- _TASK ITEM_
Only one portion of the data is to be written out: from the line bearing "middle pip: (776, 1011)" through the line bearing "index mcp: (748, 1036)". Write it exactly as it appears.

Stored data entries
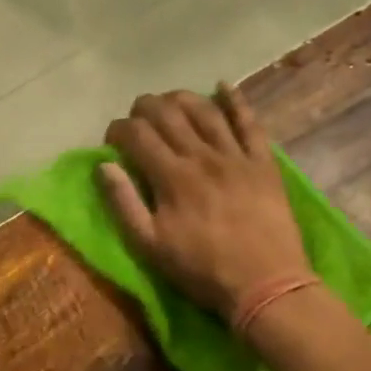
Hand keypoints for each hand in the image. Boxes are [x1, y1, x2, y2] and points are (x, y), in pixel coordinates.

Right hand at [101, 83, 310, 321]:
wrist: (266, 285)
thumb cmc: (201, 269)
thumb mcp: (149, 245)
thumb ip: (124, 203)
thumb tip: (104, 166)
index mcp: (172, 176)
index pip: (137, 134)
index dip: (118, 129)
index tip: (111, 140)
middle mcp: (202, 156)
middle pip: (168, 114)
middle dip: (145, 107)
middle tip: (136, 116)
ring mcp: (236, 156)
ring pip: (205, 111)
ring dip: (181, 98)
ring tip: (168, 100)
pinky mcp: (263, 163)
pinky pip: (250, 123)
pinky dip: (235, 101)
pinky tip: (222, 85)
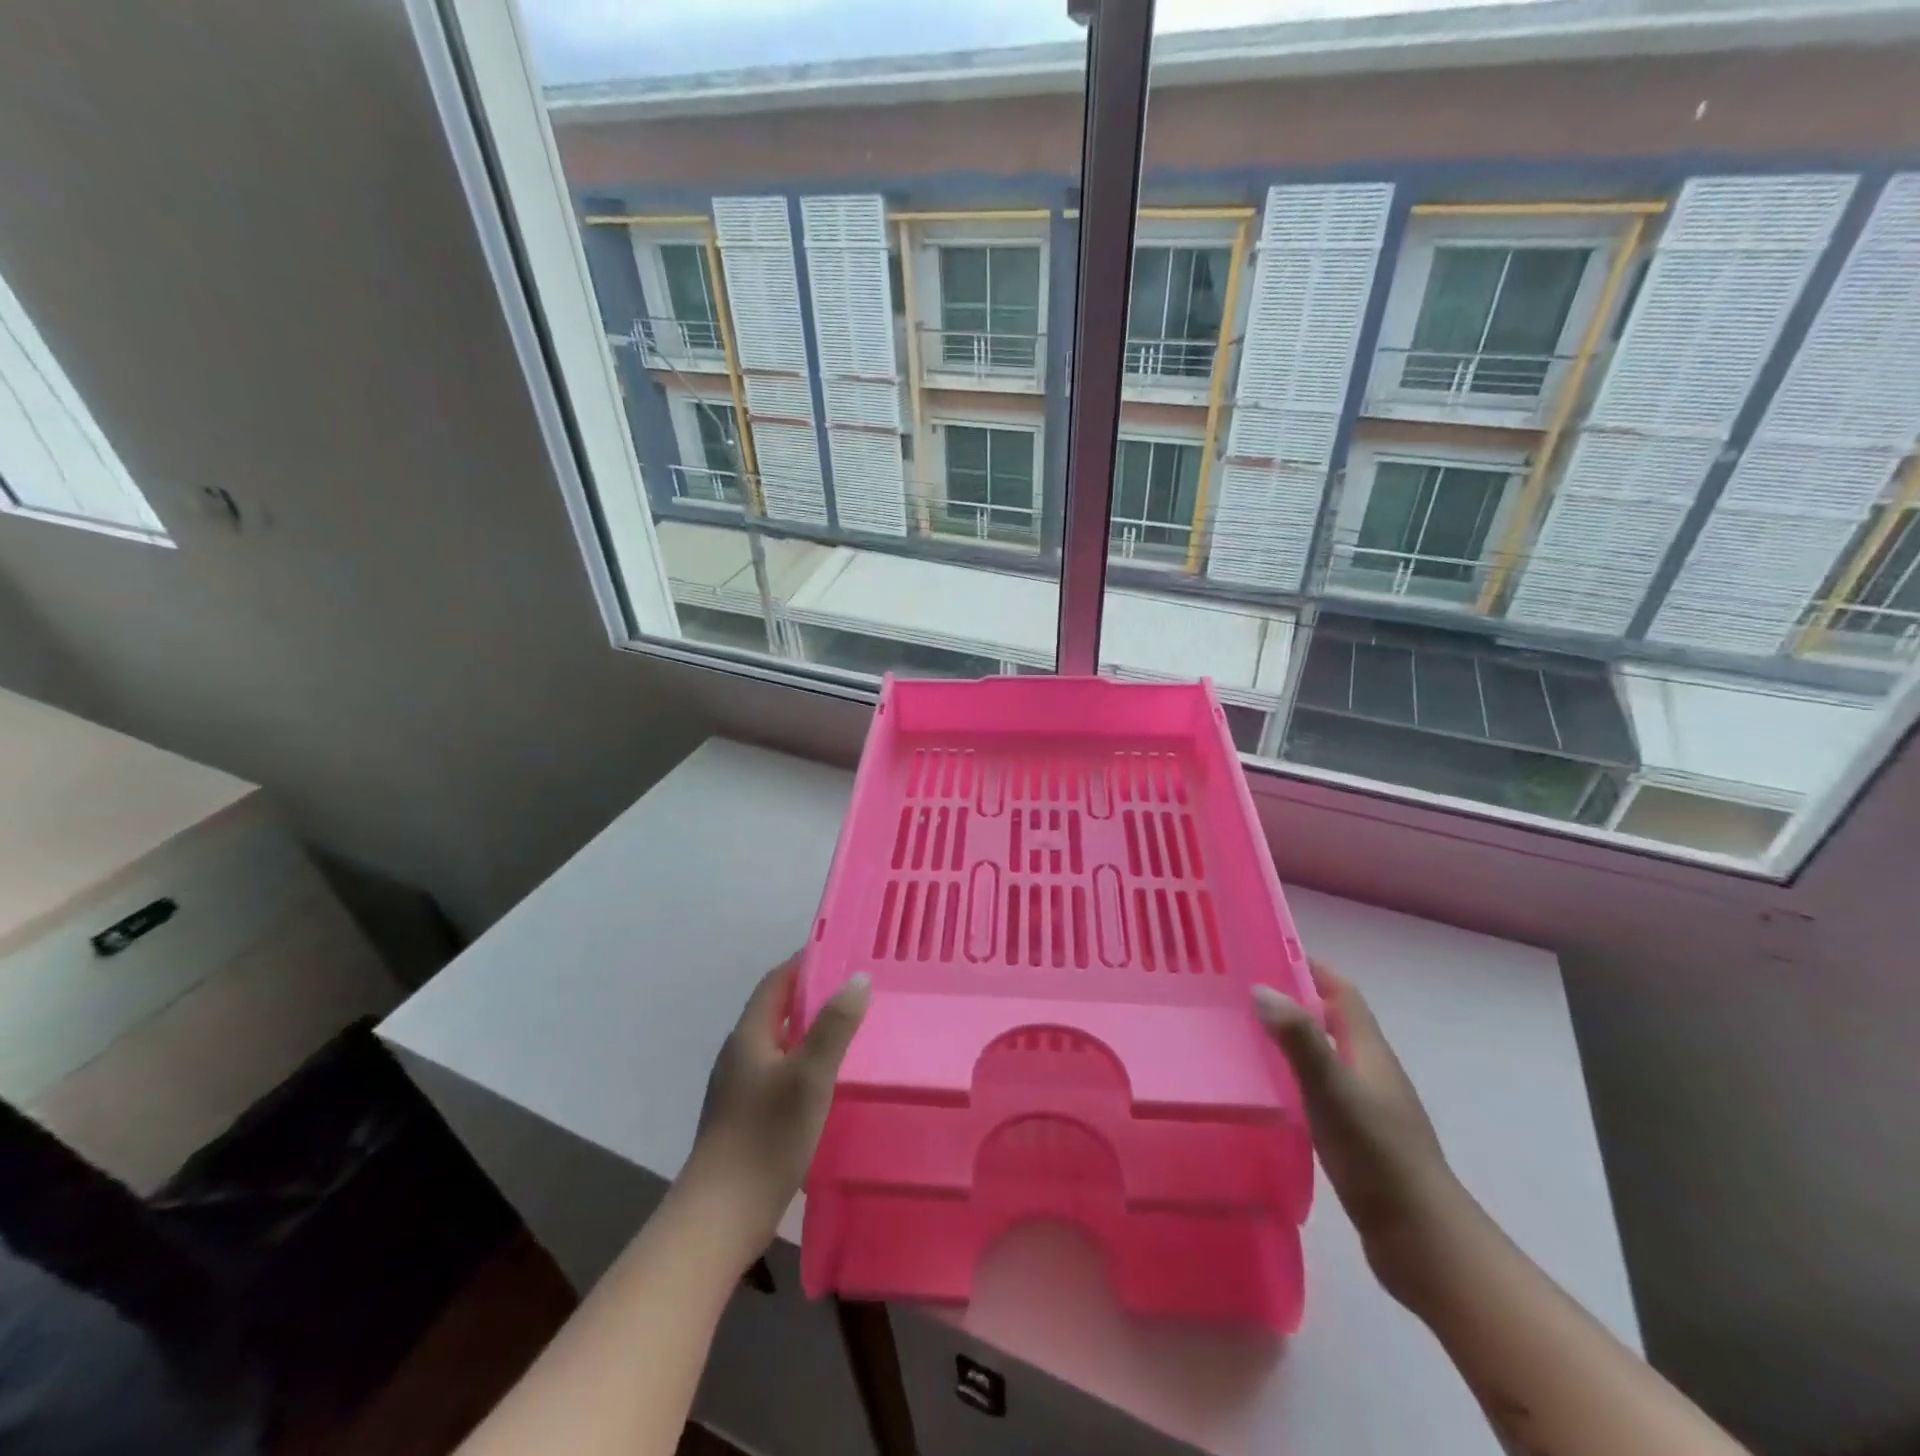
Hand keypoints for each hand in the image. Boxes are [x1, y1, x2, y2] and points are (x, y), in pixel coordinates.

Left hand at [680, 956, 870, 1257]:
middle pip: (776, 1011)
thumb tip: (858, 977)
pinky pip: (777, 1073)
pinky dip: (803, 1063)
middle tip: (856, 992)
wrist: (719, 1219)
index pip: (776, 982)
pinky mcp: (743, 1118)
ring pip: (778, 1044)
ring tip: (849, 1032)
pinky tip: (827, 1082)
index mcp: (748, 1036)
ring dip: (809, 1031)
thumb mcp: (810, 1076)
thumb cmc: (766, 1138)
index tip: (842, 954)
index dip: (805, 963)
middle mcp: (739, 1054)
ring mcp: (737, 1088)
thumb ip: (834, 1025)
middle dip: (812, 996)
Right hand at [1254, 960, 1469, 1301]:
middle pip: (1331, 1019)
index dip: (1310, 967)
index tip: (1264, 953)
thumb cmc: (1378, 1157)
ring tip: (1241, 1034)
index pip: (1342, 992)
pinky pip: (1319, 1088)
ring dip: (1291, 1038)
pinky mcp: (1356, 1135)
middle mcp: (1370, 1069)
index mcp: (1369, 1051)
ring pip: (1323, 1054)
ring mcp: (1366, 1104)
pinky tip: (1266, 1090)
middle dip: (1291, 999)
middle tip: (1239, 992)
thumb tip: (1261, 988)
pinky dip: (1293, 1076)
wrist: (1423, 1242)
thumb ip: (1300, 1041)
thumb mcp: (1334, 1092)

- _OUTPUT_
middle pip: (776, 1011)
thumb tip: (858, 977)
pinky pip: (777, 1073)
pinky dip: (803, 1063)
middle tip: (856, 992)
wrist: (719, 1219)
index pip: (776, 982)
pinky mcp: (743, 1118)
ring pip: (778, 1044)
ring tip: (849, 1032)
pinky tip: (827, 1082)
index mcp: (748, 1036)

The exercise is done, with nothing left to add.